A useful constructed feature should have a clear meaning, avoid leakage, keep dimensionality under control, and improve validation results before you keep it.
Why Are Domain-Knowledge Features Often the Most Valuable?
Because they are often closest to the metrics the business really cares about. For example:
- real estate focuses on “area per room”
- e-commerce focuses on “average order value”
- finance focuses on “debt ratio”
These features often look more like decision variables than the raw fields themselves.
Don’t Forget These Three Things After Feature Construction
- Check whether the dimensionality has exploded
- Check whether cross-validation scores actually improved
- Check whether the new features make the model harder to explain or easier to leak information
A Feature Construction Checklist Beginners Can Copy Directly
When you build features for the first time, the safest checklist is usually:
- Does this new feature have a clear business meaning?
- Is it too directly related to the target variable, creating leakage risk?

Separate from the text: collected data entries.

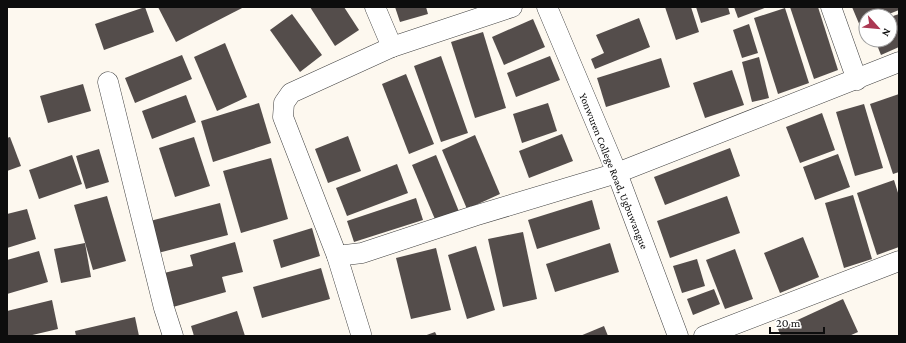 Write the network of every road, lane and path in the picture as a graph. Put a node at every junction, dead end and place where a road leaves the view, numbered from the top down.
1 (375, 7) edge
2 (512, 7) edge
3 (547, 7) edge
4 (831, 7) edge
5 (392, 47) junction
6 (899, 62) edge
7 (857, 80) junction
8 (108, 82) dead end
9 (617, 173) junction
10 (337, 256) junction
11 (899, 261) edge
12 (362, 334) dead end
13 (174, 336) edge
14 (678, 336) edge
15 (704, 336) edge

1 - 5 street
2 - 5 street
3 - 9 street, Yonwuren College Road, Ugbuwangue
4 - 7 street
5 - 10 street
6 - 7 street
7 - 9 street
8 - 13 street
9 - 10 street
9 - 14 street, Yonwuren College Road, Ugbuwangue
10 - 12 street
11 - 15 street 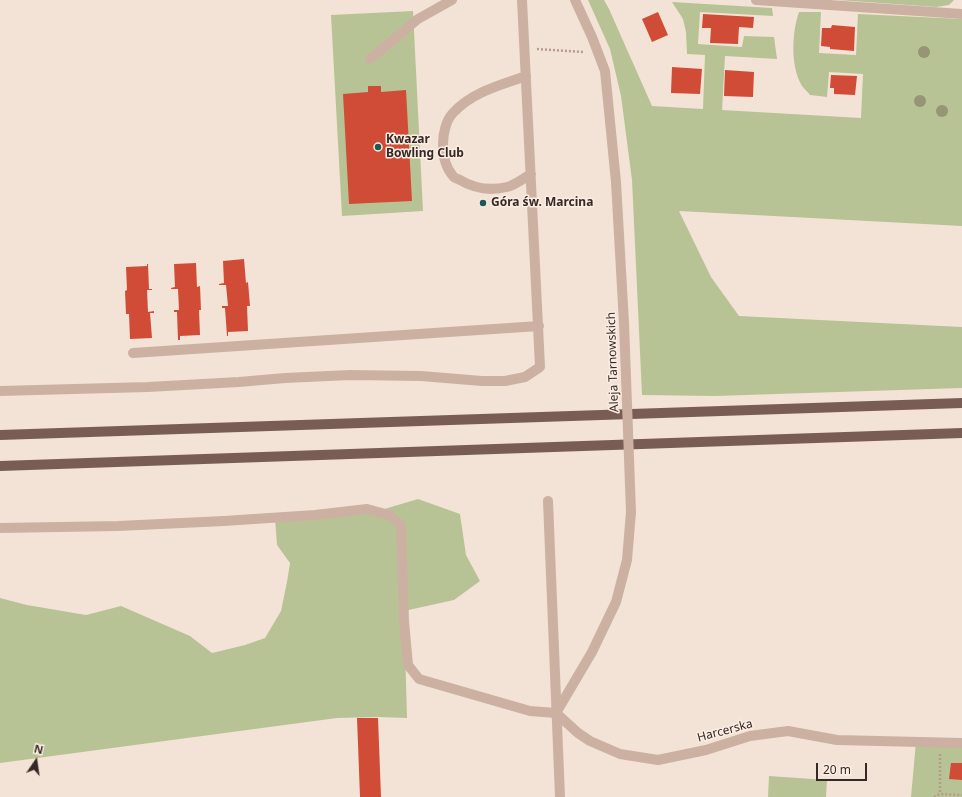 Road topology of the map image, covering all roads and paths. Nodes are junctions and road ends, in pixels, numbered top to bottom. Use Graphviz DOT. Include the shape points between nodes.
graph roads {
  1 [pos="452,0"];
  2 [pos="522,0"];
  3 [pos="575,0"];
  4 [pos="756,0"];
  5 [pos="962,14"];
  6 [pos="525,48"];
  7 [pos="598,53"];
  8 [pos="370,59"];
  9 [pos="526,76"];
  10 [pos="532,174"];
  11 [pos="539,326"];
  12 [pos="133,353"];
  13 [pos="0,392"];
  14 [pos="962,403"];
  15 [pos="962,433"];
  16 [pos="0,435"];
  17 [pos="0,466"];
  18 [pos="548,501"];
  19 [pos="0,528"];
  20 [pos="556,713"];
  21 [pos="940,742"];
  22 [pos="962,743"];
  23 [pos="940,794"];
  24 [pos="962,795"];
  25 [pos="560,797"];
  26 [pos="934,797"];
  1 -- 8 [label="street" via="418,19"];
  2 -- 6 [label="street"];
  3 -- 7 [label="street, Aleja Tarnowskich"];
  4 -- 5 [label="street"];
  6 -- 7 [label="path"];
  6 -- 9 [label="street"];
  7 -- 20 [label="street, Aleja Tarnowskich, bridge" via="605,71 616,182 631,512 627,560 616,602 592,652"];
  9 -- 10 [label="street"];
  9 -- 10 [label="street" via="480,93 452,113 443,138 443,152 453,176 480,189 509,187"];
  10 -- 11 [label="street"];
  11 -- 12 [label="street"];
  11 -- 13 [label="street" via="540,367 525,378 505,381 350,375 148,387"];
  14 -- 16 [label="main road"];
  15 -- 17 [label="main road"];
  18 -- 20 [label="street"];
  19 -- 20 [label="street" via="224,522 367,510 389,515 401,525 408,665 419,678 530,711"];
  20 -- 21 [label="street, Harcerska" via="590,741 620,754 658,760 706,750 750,736 788,731 837,740"];
  20 -- 25 [label="street"];
  21 -- 22 [label="street, Harcerska"];
  21 -- 23 [label="path"];
  23 -- 24 [label="path"];
  23 -- 26 [label="path"];
}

- Did cross-validation really improve after adding it?
- If it improved, can I explain why?
If you cannot answer these four questions clearly, the feature usually is not worth keeping right away.
If You Put This Section Into a Project, What Is Most Worth Showing?
- A comparison between the raw features and the new features
- Why the new features make business sense
- A score comparison between the baseline and the model with added features
- One or two examples showing that the new features really helped the model
Summary
| Method | Description | Key Point |
|---|---|---|
| Polynomial / interaction | Automatically generate higher-order and combined features | Watch out for feature explosion |
| Time features | Extract cyclical information from dates | Day of week, month, holiday or not |
| Statistical features | Use group aggregation to create relative indicators | transform keeps the row count unchanged |
| Domain knowledge | Construct features based on business understanding | Most effective, but depends on experience |
Hands-on Exercises
Exercise 1: Titanic Feature Construction
On the Titanic dataset, construct: family size (sibsp + parch + 1), whether the passenger traveled alone, fare bands, and titles in names. Observe the improvement in model performance.
Exercise 2: Time Series Features
Generate one year of date data, extract all time features (month, week, quarter, whether it is a working day), and use bar charts to show the distribution of different features.